WHAT YOU WILL DO:
Repeat everything in the listing exactly, except for the images.
━━━
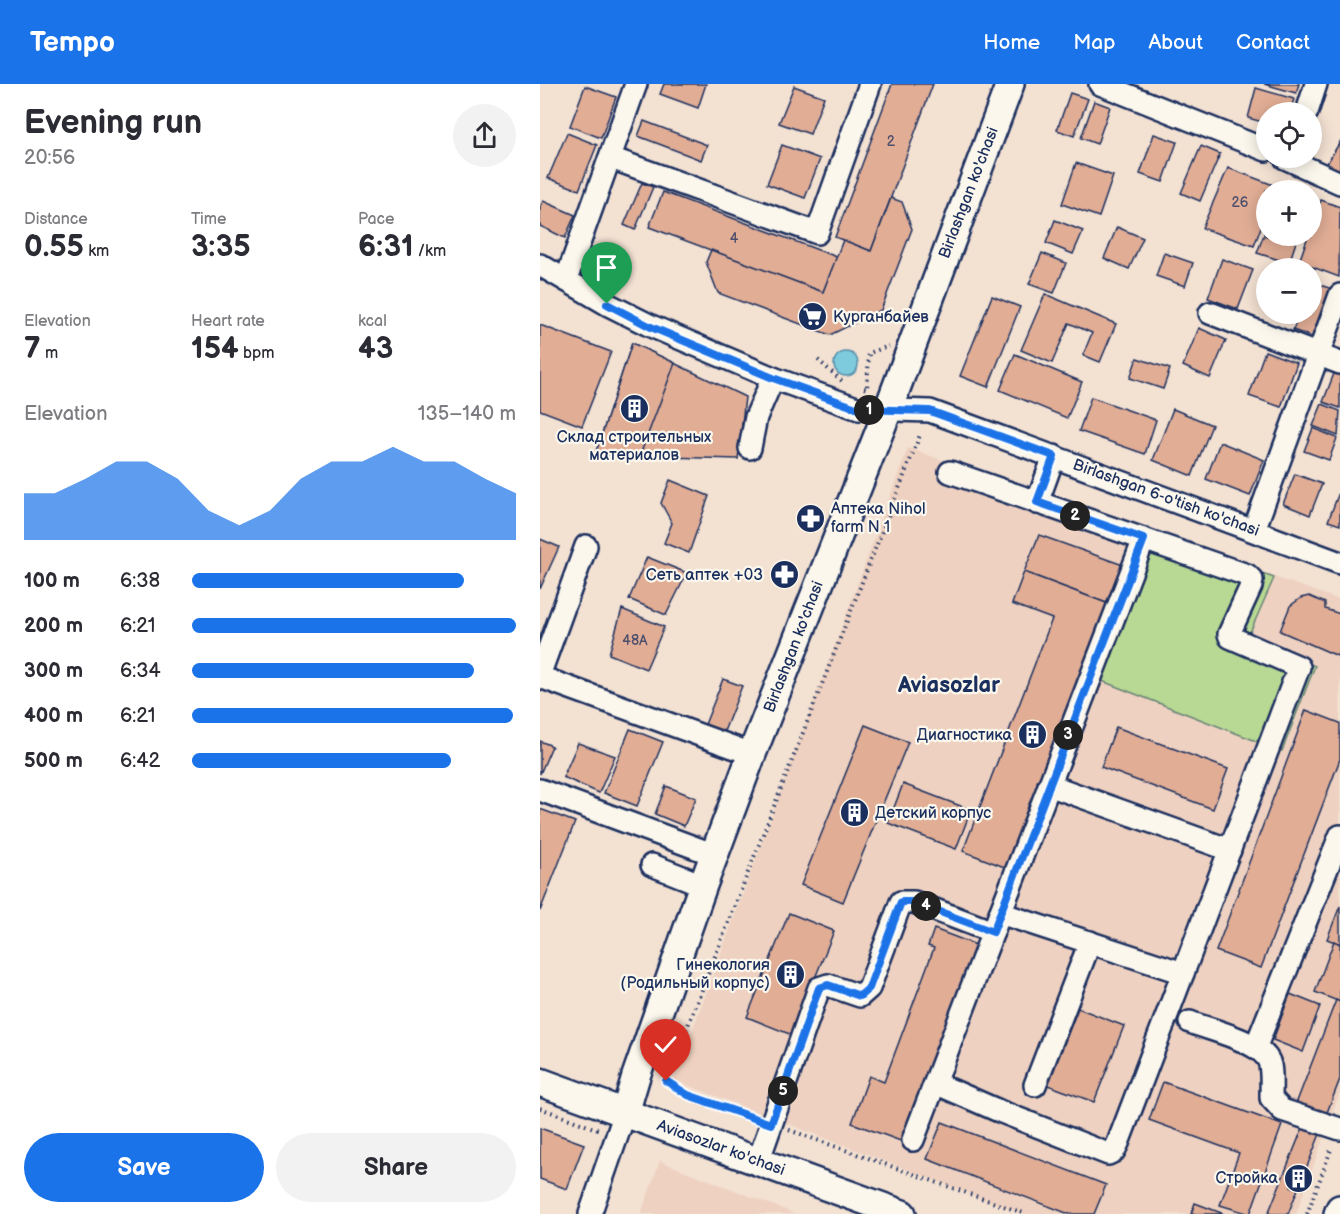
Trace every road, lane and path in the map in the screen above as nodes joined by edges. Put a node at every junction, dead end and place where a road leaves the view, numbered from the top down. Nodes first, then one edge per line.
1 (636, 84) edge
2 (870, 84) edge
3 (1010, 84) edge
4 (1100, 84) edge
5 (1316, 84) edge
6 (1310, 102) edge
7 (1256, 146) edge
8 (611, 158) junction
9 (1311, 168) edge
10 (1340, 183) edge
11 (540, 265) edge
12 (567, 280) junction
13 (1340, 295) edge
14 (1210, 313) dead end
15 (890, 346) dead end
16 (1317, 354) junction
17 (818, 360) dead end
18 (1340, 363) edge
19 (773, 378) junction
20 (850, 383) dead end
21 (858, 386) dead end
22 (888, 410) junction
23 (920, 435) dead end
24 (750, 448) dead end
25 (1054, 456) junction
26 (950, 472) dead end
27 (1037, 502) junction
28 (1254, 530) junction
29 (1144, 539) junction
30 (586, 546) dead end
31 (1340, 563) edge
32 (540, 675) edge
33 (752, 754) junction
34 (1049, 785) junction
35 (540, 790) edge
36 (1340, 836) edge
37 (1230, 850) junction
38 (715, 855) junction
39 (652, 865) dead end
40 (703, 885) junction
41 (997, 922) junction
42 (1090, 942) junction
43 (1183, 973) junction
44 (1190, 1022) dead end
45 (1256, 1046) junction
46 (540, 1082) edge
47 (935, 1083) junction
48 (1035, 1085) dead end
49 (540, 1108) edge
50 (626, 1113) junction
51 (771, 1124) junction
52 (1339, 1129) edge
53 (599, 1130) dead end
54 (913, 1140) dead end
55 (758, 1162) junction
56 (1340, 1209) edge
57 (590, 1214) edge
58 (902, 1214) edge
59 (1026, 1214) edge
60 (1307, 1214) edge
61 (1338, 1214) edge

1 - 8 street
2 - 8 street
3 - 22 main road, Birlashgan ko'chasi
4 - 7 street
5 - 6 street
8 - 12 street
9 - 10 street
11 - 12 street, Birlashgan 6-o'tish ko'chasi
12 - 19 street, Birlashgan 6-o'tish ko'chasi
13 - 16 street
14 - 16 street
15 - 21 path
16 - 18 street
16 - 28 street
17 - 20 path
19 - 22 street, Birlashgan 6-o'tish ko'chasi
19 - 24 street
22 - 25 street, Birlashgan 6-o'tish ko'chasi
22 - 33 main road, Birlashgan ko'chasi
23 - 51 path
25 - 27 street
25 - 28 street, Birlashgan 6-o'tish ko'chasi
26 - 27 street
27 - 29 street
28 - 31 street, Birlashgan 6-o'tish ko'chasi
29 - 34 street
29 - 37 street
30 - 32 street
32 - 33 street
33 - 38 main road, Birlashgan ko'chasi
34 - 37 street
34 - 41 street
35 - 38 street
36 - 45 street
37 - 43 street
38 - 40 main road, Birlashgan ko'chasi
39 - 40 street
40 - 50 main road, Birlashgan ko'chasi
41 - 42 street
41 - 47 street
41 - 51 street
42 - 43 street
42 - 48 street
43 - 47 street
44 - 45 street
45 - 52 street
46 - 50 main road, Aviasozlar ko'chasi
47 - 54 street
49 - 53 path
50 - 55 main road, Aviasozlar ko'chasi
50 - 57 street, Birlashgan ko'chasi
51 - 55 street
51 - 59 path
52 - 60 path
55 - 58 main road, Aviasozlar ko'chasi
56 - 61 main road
━━━
ANSWER SPACE:
Trace every road, lane and path in the map in the screen above as nodes joined by edges. Put a node at every junction, dead end and place where a road leaves the view, numbered from the top down. Nodes first, then one edge per line.
1 (636, 84) edge
2 (870, 84) edge
3 (1010, 84) edge
4 (1100, 84) edge
5 (1316, 84) edge
6 (1310, 102) edge
7 (1256, 146) edge
8 (611, 158) junction
9 (1311, 168) edge
10 (1340, 183) edge
11 (540, 265) edge
12 (567, 280) junction
13 (1340, 295) edge
14 (1210, 313) dead end
15 (890, 346) dead end
16 (1317, 354) junction
17 (818, 360) dead end
18 (1340, 363) edge
19 (773, 378) junction
20 (850, 383) dead end
21 (858, 386) dead end
22 (888, 410) junction
23 (920, 435) dead end
24 (750, 448) dead end
25 (1054, 456) junction
26 (950, 472) dead end
27 (1037, 502) junction
28 (1254, 530) junction
29 (1144, 539) junction
30 (586, 546) dead end
31 (1340, 563) edge
32 (540, 675) edge
33 (752, 754) junction
34 (1049, 785) junction
35 (540, 790) edge
36 (1340, 836) edge
37 (1230, 850) junction
38 (715, 855) junction
39 (652, 865) dead end
40 (703, 885) junction
41 (997, 922) junction
42 (1090, 942) junction
43 (1183, 973) junction
44 (1190, 1022) dead end
45 (1256, 1046) junction
46 (540, 1082) edge
47 (935, 1083) junction
48 (1035, 1085) dead end
49 (540, 1108) edge
50 (626, 1113) junction
51 (771, 1124) junction
52 (1339, 1129) edge
53 (599, 1130) dead end
54 (913, 1140) dead end
55 (758, 1162) junction
56 (1340, 1209) edge
57 (590, 1214) edge
58 (902, 1214) edge
59 (1026, 1214) edge
60 (1307, 1214) edge
61 (1338, 1214) edge

1 - 8 street
2 - 8 street
3 - 22 main road, Birlashgan ko'chasi
4 - 7 street
5 - 6 street
8 - 12 street
9 - 10 street
11 - 12 street, Birlashgan 6-o'tish ko'chasi
12 - 19 street, Birlashgan 6-o'tish ko'chasi
13 - 16 street
14 - 16 street
15 - 21 path
16 - 18 street
16 - 28 street
17 - 20 path
19 - 22 street, Birlashgan 6-o'tish ko'chasi
19 - 24 street
22 - 25 street, Birlashgan 6-o'tish ko'chasi
22 - 33 main road, Birlashgan ko'chasi
23 - 51 path
25 - 27 street
25 - 28 street, Birlashgan 6-o'tish ko'chasi
26 - 27 street
27 - 29 street
28 - 31 street, Birlashgan 6-o'tish ko'chasi
29 - 34 street
29 - 37 street
30 - 32 street
32 - 33 street
33 - 38 main road, Birlashgan ko'chasi
34 - 37 street
34 - 41 street
35 - 38 street
36 - 45 street
37 - 43 street
38 - 40 main road, Birlashgan ko'chasi
39 - 40 street
40 - 50 main road, Birlashgan ko'chasi
41 - 42 street
41 - 47 street
41 - 51 street
42 - 43 street
42 - 48 street
43 - 47 street
44 - 45 street
45 - 52 street
46 - 50 main road, Aviasozlar ko'chasi
47 - 54 street
49 - 53 path
50 - 55 main road, Aviasozlar ko'chasi
50 - 57 street, Birlashgan ko'chasi
51 - 55 street
51 - 59 path
52 - 60 path
55 - 58 main road, Aviasozlar ko'chasi
56 - 61 main road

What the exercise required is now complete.